Most of an iceberg is below the surface of the water; the iceberg is unable to approach land as it would run aground fairly far off shore.
That article suggests that the resultant iceberg would be 1640 feet / 500m deep; assuming the commonly quoted fact that 90% is below the surface, the iceberg would bottom out in 1476 feet / 450m of water.
I thought of continental shelves, too, but then I thought that an iceberg that runs aground is just going to lose its lowest bits and keep coming. My best guess is ocean currents: Icebergs go with the flow, and that seems to be parallel to land, not straight towards it.
18 miles? Feh. That’s nothing. City sized? How about one that was the size of Jamaica?
B-15 was 183 miles by 23 miles in size. If you look at B-15’s path, it mostly went parallel to the coast, as per Derleth’s post. Its breakup was caused by repeated grounding, though, with some help from storms. B-15 never wreaked havoc on the coastline of another landmass as per the OP, but it did wreak some havoc on the coast of Antarctica.

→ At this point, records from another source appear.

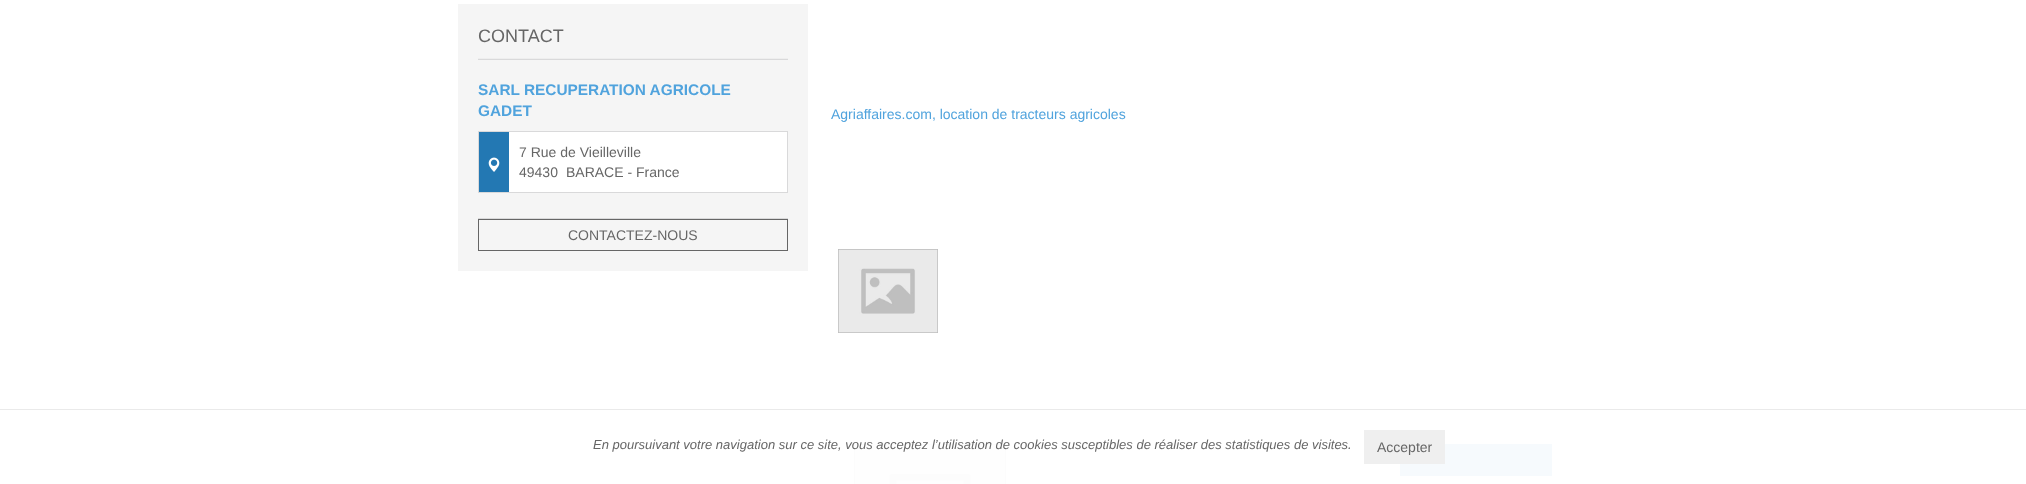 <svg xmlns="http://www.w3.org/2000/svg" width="2026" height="484">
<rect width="100%" height="100%" fill="#fff"/>
<rect x="458" y="4" width="350" height="267" fill="#f5f5f5"/>
<text x="478" y="42" style="font-family:Liberation Sans;font-size:18px;fill:#666">CONTACT</text>
<rect x="478" y="59" width="310" height="1" fill="#d9d9da"/>
<rect x="478" y="58" width="310" height="1" fill="#eee"/>
<rect x="478" y="218" width="310" height="1" fill="#d9d9da"/>
<text x="478" y="95" style="font-family:Liberation Sans;font-size:15.4px;font-weight:bold;fill:#50a3dd">SARL RECUPERATION AGRICOLE</text>
<text x="478" y="116" style="font-family:Liberation Sans;font-size:15.4px;font-weight:bold;fill:#50a3dd">GADET</text>
<rect x="509" y="132" width="278" height="60" fill="#fff"/>
<rect x="478.5" y="131.5" width="309" height="61" fill="none" stroke="#d9d9da"/>
<rect x="479" y="132" width="30" height="60" fill="#2378b3"/>
<image x="488" y="157" width="12" height="15" href="media/1.png"/>
<text x="519" y="157" style="font-family:Liberation Sans;font-size:14px;fill:#666">7 Rue de Vieilleville</text>
<text x="519" y="177" style="font-family:Liberation Sans;font-size:14px;fill:#666">49430</text>
<text x="566" y="177" style="font-family:Liberation Sans;font-size:14px;fill:#666">BARACE - France</text>
<rect x="478.5" y="219.5" width="309" height="31" fill="none" stroke="#666"/>
<text x="568" y="240" style="font-family:Liberation Sans;font-size:14px;fill:#666">CONTACTEZ-NOUS</text>
<text x="831" y="119" style="font-family:Liberation Sans;font-size:14px;fill:#50a3dd">Agriaffaires.com, location de tracteurs agricoles</text>
<image x="838" y="249" width="100" height="84" href="media/2.png"/>
<image x="854" y="444" width="152" height="40" href="media/3.png"/>
<rect x="1400" y="444" width="152" height="32" fill="#f6fafd"/>
<rect y="409" width="2026" height="1" fill="#eaeaea"/>
<text x="593" y="449" style="font-family:Liberation Sans;font-size:13px;font-style:italic;fill:#666">En poursuivant votre navigation sur ce site, vous acceptez l’utilisation de cookies susceptibles de réaliser des statistiques de visites.</text>
<rect x="1364" y="430" width="81" height="34" fill="#efefef"/>
<text x="1377" y="452" style="font-family:Liberation Sans;font-size:14px;fill:#666">Accepter</text>
</svg>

Probably another factor is that there are few densely populated coastal areas in the latitudes in which icebergs can long endure. If a huge iceberg crashes into the unpopulated coast of Ellesmere Island, it won’t wreak havoc because there’s really not much upon which havoc could be wreaked.
let’s see, what’s left of my knowledge in fluids is a floating object caught in an unbounded current will invariably go to the edge of the current and stop dead in calm water. of course, in a bounded current (a river) it will keep going. my guess is it ends up in a calm portion of the atlantic or pacific well away from the continents where it eventually melts.
In addition the Antarctic Circumpolar Current and the prevailing means that nearly all Southern icebergs are just going to end up going around Antarctica.
A fragment of B-15 made it as far north as Timaru, but never came with in 60 kilometres of the coast.
It is going to lose a lot of momentum, and keep sinking deeper, as it scrapes off its lower parts. By the time it makes it to shore, if it ever does, it is going to be a lot smaller and will not have much kinetic energy.
Um, because icebergs follow ocean currents, and ocean currents don’t generally ram coastlines?
Thanks for the link to the fascinating article on B15. I never thought of “individual” icebergs, but it is a cool idea that an ice-island the size of Jamaica has roamed the oceans like the Flying Dutchman, or an icy, floating version of Atlantis.